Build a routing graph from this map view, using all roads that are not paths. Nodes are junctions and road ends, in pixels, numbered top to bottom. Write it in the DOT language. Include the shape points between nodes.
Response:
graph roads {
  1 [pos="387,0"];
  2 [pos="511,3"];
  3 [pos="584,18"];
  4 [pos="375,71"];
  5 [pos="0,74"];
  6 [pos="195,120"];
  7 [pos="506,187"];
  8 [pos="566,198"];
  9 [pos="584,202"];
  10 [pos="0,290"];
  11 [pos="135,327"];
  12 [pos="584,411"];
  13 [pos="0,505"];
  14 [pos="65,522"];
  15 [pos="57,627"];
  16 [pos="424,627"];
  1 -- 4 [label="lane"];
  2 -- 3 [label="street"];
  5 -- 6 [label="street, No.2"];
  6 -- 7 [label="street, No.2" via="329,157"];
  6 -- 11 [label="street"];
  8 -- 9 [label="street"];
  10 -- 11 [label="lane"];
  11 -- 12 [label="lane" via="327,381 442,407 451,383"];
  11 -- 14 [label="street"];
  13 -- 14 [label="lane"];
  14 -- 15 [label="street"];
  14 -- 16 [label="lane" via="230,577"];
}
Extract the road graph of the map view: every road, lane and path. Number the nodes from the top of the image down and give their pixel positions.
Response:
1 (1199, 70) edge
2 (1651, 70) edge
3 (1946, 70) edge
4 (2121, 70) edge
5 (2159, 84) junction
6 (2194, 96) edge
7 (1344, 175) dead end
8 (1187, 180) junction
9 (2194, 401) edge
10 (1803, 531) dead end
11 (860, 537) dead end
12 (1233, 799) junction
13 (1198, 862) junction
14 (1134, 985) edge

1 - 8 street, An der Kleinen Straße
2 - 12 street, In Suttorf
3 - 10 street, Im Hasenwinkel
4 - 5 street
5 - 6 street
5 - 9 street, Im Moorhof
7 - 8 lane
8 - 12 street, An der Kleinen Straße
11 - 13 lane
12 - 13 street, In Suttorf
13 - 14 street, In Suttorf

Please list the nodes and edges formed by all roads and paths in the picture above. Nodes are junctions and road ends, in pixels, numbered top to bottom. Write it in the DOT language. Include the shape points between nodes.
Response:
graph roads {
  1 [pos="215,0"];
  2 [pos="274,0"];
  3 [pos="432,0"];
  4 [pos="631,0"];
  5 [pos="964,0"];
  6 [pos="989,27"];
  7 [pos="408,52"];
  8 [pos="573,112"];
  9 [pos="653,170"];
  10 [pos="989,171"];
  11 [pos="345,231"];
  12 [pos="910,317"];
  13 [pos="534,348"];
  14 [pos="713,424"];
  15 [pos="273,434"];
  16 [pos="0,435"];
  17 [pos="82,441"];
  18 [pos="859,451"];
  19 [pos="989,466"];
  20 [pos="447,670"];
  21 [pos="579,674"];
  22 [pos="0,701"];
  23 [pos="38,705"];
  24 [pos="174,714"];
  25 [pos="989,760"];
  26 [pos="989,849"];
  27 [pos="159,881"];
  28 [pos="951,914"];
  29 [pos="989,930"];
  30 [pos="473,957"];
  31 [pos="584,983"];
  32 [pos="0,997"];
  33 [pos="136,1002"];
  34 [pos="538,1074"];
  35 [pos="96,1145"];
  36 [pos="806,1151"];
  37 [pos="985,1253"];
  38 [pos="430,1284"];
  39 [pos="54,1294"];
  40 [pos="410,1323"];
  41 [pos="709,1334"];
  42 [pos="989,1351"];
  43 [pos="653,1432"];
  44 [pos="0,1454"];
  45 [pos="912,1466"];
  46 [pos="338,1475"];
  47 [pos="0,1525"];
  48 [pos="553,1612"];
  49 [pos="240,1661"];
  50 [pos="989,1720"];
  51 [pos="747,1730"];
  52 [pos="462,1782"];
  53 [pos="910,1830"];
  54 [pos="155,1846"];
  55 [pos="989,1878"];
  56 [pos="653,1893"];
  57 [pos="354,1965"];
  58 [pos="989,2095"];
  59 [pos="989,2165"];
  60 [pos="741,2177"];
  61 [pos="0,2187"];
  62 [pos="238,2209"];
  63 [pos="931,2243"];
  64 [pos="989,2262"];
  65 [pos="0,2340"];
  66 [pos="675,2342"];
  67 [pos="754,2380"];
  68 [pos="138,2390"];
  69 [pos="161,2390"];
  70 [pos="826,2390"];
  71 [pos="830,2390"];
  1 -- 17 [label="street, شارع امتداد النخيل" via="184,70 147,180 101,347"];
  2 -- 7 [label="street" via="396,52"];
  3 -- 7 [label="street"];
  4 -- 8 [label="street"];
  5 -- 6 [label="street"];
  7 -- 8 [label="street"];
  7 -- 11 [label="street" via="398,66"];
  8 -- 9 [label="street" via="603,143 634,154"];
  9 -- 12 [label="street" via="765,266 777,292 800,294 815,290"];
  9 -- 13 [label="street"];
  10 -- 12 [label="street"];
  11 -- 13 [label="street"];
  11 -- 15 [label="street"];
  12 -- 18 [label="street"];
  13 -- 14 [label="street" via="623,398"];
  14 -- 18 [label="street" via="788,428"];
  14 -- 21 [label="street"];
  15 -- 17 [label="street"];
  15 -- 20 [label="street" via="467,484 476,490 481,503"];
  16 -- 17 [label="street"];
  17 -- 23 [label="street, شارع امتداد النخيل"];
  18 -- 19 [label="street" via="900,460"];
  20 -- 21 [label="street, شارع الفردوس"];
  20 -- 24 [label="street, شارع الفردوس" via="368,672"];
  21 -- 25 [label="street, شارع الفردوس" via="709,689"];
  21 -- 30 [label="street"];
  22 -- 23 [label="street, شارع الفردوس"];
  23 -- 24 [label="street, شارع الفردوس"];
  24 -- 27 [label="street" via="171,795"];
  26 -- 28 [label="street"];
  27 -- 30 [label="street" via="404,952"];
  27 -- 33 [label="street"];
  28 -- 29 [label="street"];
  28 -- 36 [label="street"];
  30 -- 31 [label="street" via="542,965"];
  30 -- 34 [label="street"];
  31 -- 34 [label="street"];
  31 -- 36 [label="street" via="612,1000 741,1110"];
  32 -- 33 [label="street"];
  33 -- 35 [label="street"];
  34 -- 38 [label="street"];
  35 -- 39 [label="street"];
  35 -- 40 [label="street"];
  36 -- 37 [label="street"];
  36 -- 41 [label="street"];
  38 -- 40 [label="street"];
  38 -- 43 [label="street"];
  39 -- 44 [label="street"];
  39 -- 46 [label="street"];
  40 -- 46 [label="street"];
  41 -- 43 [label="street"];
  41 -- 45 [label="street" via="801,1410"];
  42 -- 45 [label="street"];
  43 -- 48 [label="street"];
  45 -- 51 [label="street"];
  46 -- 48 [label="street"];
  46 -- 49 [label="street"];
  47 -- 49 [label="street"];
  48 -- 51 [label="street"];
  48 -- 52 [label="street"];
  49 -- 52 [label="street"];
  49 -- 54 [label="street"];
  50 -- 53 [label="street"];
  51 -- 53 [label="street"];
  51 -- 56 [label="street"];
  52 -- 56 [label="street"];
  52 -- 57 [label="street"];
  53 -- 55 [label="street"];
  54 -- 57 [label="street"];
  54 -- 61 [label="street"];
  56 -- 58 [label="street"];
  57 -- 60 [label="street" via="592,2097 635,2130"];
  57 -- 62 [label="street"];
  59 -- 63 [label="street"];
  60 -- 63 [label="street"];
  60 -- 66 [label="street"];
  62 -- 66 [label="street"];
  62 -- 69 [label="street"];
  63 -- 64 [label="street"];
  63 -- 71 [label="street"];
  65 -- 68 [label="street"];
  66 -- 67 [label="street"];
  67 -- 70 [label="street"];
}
.....
▶ **WORK INSTRUCTION**:
Output the lines above verbatim and in full.

▶ **EXERCISE OUTPUT**:
Build a routing graph from this map view, using all roads that are not paths. Nodes are junctions and road ends, in pixels, numbered top to bottom. Write it in the DOT language. Include the shape points between nodes.
Response:
graph roads {
  1 [pos="387,0"];
  2 [pos="511,3"];
  3 [pos="584,18"];
  4 [pos="375,71"];
  5 [pos="0,74"];
  6 [pos="195,120"];
  7 [pos="506,187"];
  8 [pos="566,198"];
  9 [pos="584,202"];
  10 [pos="0,290"];
  11 [pos="135,327"];
  12 [pos="584,411"];
  13 [pos="0,505"];
  14 [pos="65,522"];
  15 [pos="57,627"];
  16 [pos="424,627"];
  1 -- 4 [label="lane"];
  2 -- 3 [label="street"];
  5 -- 6 [label="street, No.2"];
  6 -- 7 [label="street, No.2" via="329,157"];
  6 -- 11 [label="street"];
  8 -- 9 [label="street"];
  10 -- 11 [label="lane"];
  11 -- 12 [label="lane" via="327,381 442,407 451,383"];
  11 -- 14 [label="street"];
  13 -- 14 [label="lane"];
  14 -- 15 [label="street"];
  14 -- 16 [label="lane" via="230,577"];
}
Extract the road graph of the map view: every road, lane and path. Number the nodes from the top of the image down and give their pixel positions.
Response:
1 (1199, 70) edge
2 (1651, 70) edge
3 (1946, 70) edge
4 (2121, 70) edge
5 (2159, 84) junction
6 (2194, 96) edge
7 (1344, 175) dead end
8 (1187, 180) junction
9 (2194, 401) edge
10 (1803, 531) dead end
11 (860, 537) dead end
12 (1233, 799) junction
13 (1198, 862) junction
14 (1134, 985) edge

1 - 8 street, An der Kleinen Straße
2 - 12 street, In Suttorf
3 - 10 street, Im Hasenwinkel
4 - 5 street
5 - 6 street
5 - 9 street, Im Moorhof
7 - 8 lane
8 - 12 street, An der Kleinen Straße
11 - 13 lane
12 - 13 street, In Suttorf
13 - 14 street, In Suttorf

Please list the nodes and edges formed by all roads and paths in the picture above. Nodes are junctions and road ends, in pixels, numbered top to bottom. Write it in the DOT language. Include the shape points between nodes.
Response:
graph roads {
  1 [pos="215,0"];
  2 [pos="274,0"];
  3 [pos="432,0"];
  4 [pos="631,0"];
  5 [pos="964,0"];
  6 [pos="989,27"];
  7 [pos="408,52"];
  8 [pos="573,112"];
  9 [pos="653,170"];
  10 [pos="989,171"];
  11 [pos="345,231"];
  12 [pos="910,317"];
  13 [pos="534,348"];
  14 [pos="713,424"];
  15 [pos="273,434"];
  16 [pos="0,435"];
  17 [pos="82,441"];
  18 [pos="859,451"];
  19 [pos="989,466"];
  20 [pos="447,670"];
  21 [pos="579,674"];
  22 [pos="0,701"];
  23 [pos="38,705"];
  24 [pos="174,714"];
  25 [pos="989,760"];
  26 [pos="989,849"];
  27 [pos="159,881"];
  28 [pos="951,914"];
  29 [pos="989,930"];
  30 [pos="473,957"];
  31 [pos="584,983"];
  32 [pos="0,997"];
  33 [pos="136,1002"];
  34 [pos="538,1074"];
  35 [pos="96,1145"];
  36 [pos="806,1151"];
  37 [pos="985,1253"];
  38 [pos="430,1284"];
  39 [pos="54,1294"];
  40 [pos="410,1323"];
  41 [pos="709,1334"];
  42 [pos="989,1351"];
  43 [pos="653,1432"];
  44 [pos="0,1454"];
  45 [pos="912,1466"];
  46 [pos="338,1475"];
  47 [pos="0,1525"];
  48 [pos="553,1612"];
  49 [pos="240,1661"];
  50 [pos="989,1720"];
  51 [pos="747,1730"];
  52 [pos="462,1782"];
  53 [pos="910,1830"];
  54 [pos="155,1846"];
  55 [pos="989,1878"];
  56 [pos="653,1893"];
  57 [pos="354,1965"];
  58 [pos="989,2095"];
  59 [pos="989,2165"];
  60 [pos="741,2177"];
  61 [pos="0,2187"];
  62 [pos="238,2209"];
  63 [pos="931,2243"];
  64 [pos="989,2262"];
  65 [pos="0,2340"];
  66 [pos="675,2342"];
  67 [pos="754,2380"];
  68 [pos="138,2390"];
  69 [pos="161,2390"];
  70 [pos="826,2390"];
  71 [pos="830,2390"];
  1 -- 17 [label="street, شارع امتداد النخيل" via="184,70 147,180 101,347"];
  2 -- 7 [label="street" via="396,52"];
  3 -- 7 [label="street"];
  4 -- 8 [label="street"];
  5 -- 6 [label="street"];
  7 -- 8 [label="street"];
  7 -- 11 [label="street" via="398,66"];
  8 -- 9 [label="street" via="603,143 634,154"];
  9 -- 12 [label="street" via="765,266 777,292 800,294 815,290"];
  9 -- 13 [label="street"];
  10 -- 12 [label="street"];
  11 -- 13 [label="street"];
  11 -- 15 [label="street"];
  12 -- 18 [label="street"];
  13 -- 14 [label="street" via="623,398"];
  14 -- 18 [label="street" via="788,428"];
  14 -- 21 [label="street"];
  15 -- 17 [label="street"];
  15 -- 20 [label="street" via="467,484 476,490 481,503"];
  16 -- 17 [label="street"];
  17 -- 23 [label="street, شارع امتداد النخيل"];
  18 -- 19 [label="street" via="900,460"];
  20 -- 21 [label="street, شارع الفردوس"];
  20 -- 24 [label="street, شارع الفردوس" via="368,672"];
  21 -- 25 [label="street, شارع الفردوس" via="709,689"];
  21 -- 30 [label="street"];
  22 -- 23 [label="street, شارع الفردوس"];
  23 -- 24 [label="street, شارع الفردوس"];
  24 -- 27 [label="street" via="171,795"];
  26 -- 28 [label="street"];
  27 -- 30 [label="street" via="404,952"];
  27 -- 33 [label="street"];
  28 -- 29 [label="street"];
  28 -- 36 [label="street"];
  30 -- 31 [label="street" via="542,965"];
  30 -- 34 [label="street"];
  31 -- 34 [label="street"];
  31 -- 36 [label="street" via="612,1000 741,1110"];
  32 -- 33 [label="street"];
  33 -- 35 [label="street"];
  34 -- 38 [label="street"];
  35 -- 39 [label="street"];
  35 -- 40 [label="street"];
  36 -- 37 [label="street"];
  36 -- 41 [label="street"];
  38 -- 40 [label="street"];
  38 -- 43 [label="street"];
  39 -- 44 [label="street"];
  39 -- 46 [label="street"];
  40 -- 46 [label="street"];
  41 -- 43 [label="street"];
  41 -- 45 [label="street" via="801,1410"];
  42 -- 45 [label="street"];
  43 -- 48 [label="street"];
  45 -- 51 [label="street"];
  46 -- 48 [label="street"];
  46 -- 49 [label="street"];
  47 -- 49 [label="street"];
  48 -- 51 [label="street"];
  48 -- 52 [label="street"];
  49 -- 52 [label="street"];
  49 -- 54 [label="street"];
  50 -- 53 [label="street"];
  51 -- 53 [label="street"];
  51 -- 56 [label="street"];
  52 -- 56 [label="street"];
  52 -- 57 [label="street"];
  53 -- 55 [label="street"];
  54 -- 57 [label="street"];
  54 -- 61 [label="street"];
  56 -- 58 [label="street"];
  57 -- 60 [label="street" via="592,2097 635,2130"];
  57 -- 62 [label="street"];
  59 -- 63 [label="street"];
  60 -- 63 [label="street"];
  60 -- 66 [label="street"];
  62 -- 66 [label="street"];
  62 -- 69 [label="street"];
  63 -- 64 [label="street"];
  63 -- 71 [label="street"];
  65 -- 68 [label="street"];
  66 -- 67 [label="street"];
  67 -- 70 [label="street"];
}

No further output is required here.